De la manière romaine caractéristique, cependant, César ne le fait pas se référer à ces personnages par leurs noms natifs mais par les noms des dieux romains avec lesquels il les a assimilés, une procédure qui complique grandement la tâche didentification de ses divinités gauloises avec leurs homologues dans les littératures insulaires. Il présente également une équation schématique nette de Dieu et de la fonction qui est tout à fait étrangère au témoignage littéraire vernaculaire. Pourtant, compte tenu de ses limites, son bref catalogue est un témoin précieux et essentiellement exact. En comparant son récit avec les littératures vernaculaires, voire avec liconographie continentale, il convient de rappeler leurs contextes et motivations disparates.
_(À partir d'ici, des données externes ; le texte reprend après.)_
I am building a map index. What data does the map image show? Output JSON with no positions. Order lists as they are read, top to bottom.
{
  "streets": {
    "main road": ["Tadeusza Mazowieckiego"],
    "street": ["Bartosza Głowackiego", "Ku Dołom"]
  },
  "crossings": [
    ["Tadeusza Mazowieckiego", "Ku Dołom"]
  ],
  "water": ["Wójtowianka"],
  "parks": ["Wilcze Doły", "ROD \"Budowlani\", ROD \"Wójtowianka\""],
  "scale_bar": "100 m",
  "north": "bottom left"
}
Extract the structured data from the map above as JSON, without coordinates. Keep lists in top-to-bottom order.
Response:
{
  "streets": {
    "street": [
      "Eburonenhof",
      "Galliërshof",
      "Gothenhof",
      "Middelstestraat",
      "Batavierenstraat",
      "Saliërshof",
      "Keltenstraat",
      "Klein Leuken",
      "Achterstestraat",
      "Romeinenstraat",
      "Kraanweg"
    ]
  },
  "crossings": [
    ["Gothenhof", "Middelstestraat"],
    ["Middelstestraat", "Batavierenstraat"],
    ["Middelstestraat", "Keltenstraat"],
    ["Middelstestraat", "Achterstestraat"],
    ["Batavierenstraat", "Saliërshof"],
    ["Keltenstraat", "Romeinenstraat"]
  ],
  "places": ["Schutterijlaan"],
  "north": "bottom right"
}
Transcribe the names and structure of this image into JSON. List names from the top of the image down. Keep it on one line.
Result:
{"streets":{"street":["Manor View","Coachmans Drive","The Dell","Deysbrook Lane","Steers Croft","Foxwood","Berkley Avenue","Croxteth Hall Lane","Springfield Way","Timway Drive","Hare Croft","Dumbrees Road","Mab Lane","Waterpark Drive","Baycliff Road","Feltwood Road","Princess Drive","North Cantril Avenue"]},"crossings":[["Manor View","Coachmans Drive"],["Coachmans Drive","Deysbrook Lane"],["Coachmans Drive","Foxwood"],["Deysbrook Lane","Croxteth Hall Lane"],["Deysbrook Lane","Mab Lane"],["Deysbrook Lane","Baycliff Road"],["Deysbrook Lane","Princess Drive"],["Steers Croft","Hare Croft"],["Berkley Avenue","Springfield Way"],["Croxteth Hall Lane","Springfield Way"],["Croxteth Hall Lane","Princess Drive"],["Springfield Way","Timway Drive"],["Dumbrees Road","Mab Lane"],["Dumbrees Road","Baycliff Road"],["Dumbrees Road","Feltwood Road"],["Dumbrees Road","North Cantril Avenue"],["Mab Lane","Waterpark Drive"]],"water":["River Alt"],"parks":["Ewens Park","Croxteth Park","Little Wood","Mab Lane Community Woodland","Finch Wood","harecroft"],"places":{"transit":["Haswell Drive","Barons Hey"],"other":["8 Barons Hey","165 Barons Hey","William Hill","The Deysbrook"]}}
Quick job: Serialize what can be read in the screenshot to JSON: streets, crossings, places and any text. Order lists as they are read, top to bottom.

Comme on l’a noté, le commentaire de César et l’iconographie se réfèrent à des étapes tout à fait différentes de l’histoire de la religion gauloise; liconographie de la période romaine appartient à un environnement de profond changement culturel et politique, et la religion quelle représente peut en fait avoir été moins clairement structurée que celle entretenue par les druides (lordre sacerdotal) à lépoque de lindépendance de la Gaule. En revanche, le manque de structure est parfois plus apparent que réel. On a noté, par exemple, que sur les centaines de noms contenant un élément celtique attesté en Gaule, la majorité napparaît quune seule fois, ce qui a conduit certains chercheurs à conclure que les dieux celtiques et leurs cultes étaient locaux et tribaux plutôt que nationaux. Les partisans de ce point de vue citent la mention par Lucan d’un dieu Teutates, qu’ils interprètent comme «dieu de la tribu» (on pense que teutā signifiait «tribu» en celtique). La multiplicité apparente des noms de divinités peut cependant être expliquée autrement – par exemple, beaucoup sont simplement des épithètes appliquées aux divinités majeures par des cultes largement étendus. La notion du panthéon celtique comme une simple prolifération de dieux locaux est contredite par les nombreuses divinités bien attestées dont les cultes ont été observés pratiquement dans les zones de peuplement celtique.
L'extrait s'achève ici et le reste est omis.